3. The price reported in Column 4 is a weighted average price. These common units were purchased in multiple transactions at prices ranging from $14.35 to $14.39, inclusive. The reporting person undertakes to provide to the issuer, any security holder of the issuer, or the staff of the Securities and Exchange Commission, upon request, full information regarding the number of common units purchased at each separate price within the ranges set forth in this footnote.
4. The price reported in Column 4 is a weighted average price. These common units were purchased in multiple transactions at prices ranging from $14.34 to $14.38, inclusive. The reporting person undertakes to provide to the issuer, any security holder of the issuer, or the staff of the Securities and Exchange Commission, upon request, full information regarding the number of common units purchased at each separate price within the ranges set forth in this footnote.

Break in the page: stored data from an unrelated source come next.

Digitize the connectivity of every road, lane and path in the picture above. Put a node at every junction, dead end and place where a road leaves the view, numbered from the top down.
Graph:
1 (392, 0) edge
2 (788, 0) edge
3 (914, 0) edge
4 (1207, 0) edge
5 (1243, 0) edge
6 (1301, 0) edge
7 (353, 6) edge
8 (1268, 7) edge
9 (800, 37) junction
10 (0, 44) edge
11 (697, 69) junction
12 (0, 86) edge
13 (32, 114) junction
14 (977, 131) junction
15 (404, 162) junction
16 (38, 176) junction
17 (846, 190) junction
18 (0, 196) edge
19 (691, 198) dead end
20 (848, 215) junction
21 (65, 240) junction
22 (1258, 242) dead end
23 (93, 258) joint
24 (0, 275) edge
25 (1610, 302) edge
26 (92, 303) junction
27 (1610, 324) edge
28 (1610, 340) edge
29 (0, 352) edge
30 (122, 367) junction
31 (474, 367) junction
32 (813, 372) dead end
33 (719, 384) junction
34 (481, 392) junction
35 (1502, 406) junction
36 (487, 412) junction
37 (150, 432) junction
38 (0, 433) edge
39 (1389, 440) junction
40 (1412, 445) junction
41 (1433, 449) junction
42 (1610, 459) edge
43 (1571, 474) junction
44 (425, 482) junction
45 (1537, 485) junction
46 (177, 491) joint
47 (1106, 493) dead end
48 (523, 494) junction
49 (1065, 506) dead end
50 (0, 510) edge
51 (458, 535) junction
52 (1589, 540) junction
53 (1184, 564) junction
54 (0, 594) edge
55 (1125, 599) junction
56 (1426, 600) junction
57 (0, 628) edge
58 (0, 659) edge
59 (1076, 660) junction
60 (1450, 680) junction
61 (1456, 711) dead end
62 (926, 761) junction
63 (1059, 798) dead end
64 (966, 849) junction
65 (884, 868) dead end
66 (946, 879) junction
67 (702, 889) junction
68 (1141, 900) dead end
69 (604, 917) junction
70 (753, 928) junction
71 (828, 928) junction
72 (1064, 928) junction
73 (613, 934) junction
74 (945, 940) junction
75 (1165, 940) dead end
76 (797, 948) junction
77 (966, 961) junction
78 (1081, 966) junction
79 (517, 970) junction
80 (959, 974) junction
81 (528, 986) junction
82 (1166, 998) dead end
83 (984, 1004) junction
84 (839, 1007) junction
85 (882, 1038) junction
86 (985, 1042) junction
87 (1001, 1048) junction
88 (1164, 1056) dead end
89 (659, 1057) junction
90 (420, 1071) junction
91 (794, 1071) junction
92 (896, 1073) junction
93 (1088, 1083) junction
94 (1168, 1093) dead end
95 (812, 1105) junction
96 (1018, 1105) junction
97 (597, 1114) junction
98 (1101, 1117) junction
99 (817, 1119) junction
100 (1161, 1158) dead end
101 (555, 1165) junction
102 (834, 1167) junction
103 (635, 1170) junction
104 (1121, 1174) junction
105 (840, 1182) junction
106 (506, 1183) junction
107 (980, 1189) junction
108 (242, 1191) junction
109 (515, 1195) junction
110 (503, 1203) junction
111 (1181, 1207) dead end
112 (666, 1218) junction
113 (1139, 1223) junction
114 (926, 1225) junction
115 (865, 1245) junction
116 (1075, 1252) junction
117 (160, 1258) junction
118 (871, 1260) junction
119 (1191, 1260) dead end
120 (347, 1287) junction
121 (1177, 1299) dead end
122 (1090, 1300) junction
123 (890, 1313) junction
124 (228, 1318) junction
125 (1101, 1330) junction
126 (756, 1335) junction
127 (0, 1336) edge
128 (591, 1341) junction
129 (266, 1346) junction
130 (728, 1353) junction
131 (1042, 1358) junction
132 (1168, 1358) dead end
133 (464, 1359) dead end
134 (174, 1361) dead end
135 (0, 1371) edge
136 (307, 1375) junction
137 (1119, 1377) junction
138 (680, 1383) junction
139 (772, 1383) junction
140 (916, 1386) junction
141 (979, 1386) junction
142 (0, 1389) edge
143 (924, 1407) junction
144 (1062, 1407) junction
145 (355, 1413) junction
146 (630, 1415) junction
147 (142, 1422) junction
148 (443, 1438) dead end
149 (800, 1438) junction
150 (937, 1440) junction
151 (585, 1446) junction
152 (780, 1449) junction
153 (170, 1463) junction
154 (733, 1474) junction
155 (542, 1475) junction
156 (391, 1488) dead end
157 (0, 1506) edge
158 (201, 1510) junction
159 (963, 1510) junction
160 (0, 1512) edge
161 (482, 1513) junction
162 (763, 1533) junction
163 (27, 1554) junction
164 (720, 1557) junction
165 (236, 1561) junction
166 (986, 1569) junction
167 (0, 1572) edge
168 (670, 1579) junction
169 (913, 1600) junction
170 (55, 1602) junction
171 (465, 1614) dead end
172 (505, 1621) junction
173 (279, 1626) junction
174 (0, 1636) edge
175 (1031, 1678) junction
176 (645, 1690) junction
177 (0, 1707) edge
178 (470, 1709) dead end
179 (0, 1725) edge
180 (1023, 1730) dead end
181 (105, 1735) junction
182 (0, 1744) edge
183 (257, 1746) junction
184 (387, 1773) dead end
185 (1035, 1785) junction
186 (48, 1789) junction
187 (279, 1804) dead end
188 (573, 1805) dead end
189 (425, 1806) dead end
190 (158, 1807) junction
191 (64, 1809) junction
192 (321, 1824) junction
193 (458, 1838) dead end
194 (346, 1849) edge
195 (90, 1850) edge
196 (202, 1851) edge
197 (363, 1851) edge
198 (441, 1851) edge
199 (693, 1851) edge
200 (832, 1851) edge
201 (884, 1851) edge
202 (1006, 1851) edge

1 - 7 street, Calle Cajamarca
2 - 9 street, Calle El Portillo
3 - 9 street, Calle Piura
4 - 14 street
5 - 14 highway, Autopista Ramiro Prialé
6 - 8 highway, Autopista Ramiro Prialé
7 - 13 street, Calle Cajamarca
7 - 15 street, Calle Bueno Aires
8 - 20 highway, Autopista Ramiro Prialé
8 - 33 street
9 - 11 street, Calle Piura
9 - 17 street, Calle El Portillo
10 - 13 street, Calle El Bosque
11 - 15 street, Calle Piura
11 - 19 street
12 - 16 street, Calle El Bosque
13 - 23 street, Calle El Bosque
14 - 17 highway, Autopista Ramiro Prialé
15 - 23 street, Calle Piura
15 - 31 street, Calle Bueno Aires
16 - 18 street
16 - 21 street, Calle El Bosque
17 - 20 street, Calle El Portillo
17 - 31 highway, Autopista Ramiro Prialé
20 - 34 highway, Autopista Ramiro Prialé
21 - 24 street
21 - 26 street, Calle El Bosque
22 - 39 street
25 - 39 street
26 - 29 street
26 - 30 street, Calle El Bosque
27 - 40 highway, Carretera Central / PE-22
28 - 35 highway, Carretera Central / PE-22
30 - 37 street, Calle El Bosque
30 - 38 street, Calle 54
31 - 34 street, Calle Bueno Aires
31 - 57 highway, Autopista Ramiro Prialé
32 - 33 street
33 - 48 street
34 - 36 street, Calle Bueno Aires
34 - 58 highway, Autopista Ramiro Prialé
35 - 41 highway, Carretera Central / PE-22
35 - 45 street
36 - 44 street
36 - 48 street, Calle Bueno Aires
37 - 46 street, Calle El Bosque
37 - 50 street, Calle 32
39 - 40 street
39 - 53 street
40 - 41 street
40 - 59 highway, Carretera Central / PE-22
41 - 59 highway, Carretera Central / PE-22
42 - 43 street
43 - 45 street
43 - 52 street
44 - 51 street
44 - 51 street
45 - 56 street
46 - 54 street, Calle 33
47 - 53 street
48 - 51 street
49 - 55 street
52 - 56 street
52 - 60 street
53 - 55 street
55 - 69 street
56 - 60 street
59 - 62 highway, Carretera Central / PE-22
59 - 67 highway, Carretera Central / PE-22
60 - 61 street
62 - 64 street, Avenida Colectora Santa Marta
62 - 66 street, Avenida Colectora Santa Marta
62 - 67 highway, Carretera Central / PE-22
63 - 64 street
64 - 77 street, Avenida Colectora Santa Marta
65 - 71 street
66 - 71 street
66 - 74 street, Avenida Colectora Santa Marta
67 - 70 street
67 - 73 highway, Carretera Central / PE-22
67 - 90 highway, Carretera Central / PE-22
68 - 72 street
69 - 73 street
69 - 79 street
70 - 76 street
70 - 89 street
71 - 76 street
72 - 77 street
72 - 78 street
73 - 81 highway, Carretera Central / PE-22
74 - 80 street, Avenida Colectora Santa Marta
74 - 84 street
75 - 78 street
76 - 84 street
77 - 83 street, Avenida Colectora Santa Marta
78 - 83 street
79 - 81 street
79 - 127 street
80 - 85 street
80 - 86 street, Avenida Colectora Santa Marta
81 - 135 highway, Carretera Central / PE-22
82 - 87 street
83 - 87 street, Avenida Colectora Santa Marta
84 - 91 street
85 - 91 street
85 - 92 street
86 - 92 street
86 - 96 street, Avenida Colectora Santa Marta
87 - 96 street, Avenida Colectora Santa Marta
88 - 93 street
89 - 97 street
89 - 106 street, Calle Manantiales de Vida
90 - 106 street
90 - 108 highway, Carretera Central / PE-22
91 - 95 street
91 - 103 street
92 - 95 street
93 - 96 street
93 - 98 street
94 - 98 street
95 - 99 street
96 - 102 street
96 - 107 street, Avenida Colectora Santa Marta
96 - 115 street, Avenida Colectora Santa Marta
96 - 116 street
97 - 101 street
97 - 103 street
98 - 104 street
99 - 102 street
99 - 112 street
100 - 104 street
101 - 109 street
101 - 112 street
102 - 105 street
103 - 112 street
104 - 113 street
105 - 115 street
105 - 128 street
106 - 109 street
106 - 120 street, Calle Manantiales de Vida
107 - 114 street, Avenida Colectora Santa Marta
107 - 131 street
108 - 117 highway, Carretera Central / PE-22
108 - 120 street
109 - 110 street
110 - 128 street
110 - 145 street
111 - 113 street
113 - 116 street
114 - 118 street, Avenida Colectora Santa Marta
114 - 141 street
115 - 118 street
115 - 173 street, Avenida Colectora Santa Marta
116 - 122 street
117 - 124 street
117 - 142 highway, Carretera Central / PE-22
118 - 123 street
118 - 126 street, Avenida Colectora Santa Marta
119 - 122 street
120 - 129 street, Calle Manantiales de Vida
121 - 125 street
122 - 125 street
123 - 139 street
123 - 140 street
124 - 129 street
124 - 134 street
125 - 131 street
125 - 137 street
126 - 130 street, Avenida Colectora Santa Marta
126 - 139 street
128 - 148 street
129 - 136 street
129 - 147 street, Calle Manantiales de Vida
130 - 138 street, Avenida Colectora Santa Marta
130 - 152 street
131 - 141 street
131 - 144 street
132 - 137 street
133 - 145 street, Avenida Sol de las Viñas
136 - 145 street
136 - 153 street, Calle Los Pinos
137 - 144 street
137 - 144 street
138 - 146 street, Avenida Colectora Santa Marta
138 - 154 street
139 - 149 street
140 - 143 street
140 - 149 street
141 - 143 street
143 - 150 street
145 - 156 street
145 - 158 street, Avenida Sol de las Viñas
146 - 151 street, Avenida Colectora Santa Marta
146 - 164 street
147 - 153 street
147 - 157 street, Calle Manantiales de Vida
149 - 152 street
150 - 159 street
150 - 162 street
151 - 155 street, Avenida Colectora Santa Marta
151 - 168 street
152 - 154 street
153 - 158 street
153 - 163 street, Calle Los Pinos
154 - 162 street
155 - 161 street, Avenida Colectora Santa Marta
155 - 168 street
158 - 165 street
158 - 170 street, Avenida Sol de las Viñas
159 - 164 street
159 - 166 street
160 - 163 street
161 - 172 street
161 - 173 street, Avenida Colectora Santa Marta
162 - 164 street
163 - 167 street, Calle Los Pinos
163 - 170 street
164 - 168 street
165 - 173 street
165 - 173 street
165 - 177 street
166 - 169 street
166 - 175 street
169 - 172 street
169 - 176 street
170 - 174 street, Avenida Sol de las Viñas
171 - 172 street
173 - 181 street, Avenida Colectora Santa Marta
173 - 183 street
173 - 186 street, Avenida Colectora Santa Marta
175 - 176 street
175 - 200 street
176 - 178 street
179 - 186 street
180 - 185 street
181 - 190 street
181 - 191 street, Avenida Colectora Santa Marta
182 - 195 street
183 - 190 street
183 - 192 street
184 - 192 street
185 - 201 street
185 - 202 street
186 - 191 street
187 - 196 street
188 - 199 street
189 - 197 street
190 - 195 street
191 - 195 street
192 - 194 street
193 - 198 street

5. Of the common units reported on this line, 112,439 common units are subject to a restricted unit award issued pursuant to the Black Stone Minerals, L.P. Long-Term Incentive Plan (the "LTIP"). Except as otherwise provided in the LTIP or the award agreement governing the award, a portion of the common units will vest on each of January 1, 2016, March 15, 2016, January 1, 2017, March 15, 2017, and March 15, 2018 so long as the Reporting Person remains continuously employed by the Issuer, Black Stone Minerals GP, L.L.C. (the "General Partner"), or any of their respective affiliates through each such vesting date.
Remarks:
/s/Steve Putman, Attorney-in-Fact for Thomas L.Carter, Jr. 11/24/2015
** Signature of Reporting Person Date
Reminder: Report on a separate line for each class of securities beneficially owned directly or indirectly.
* If the form is filed by more than one reporting person, see Instruction 4 (b)(v).
** Intentional misstatements or omissions of facts constitute Federal Criminal Violations See 18 U.S.C. 1001 and 15 U.S.C. 78ff(a).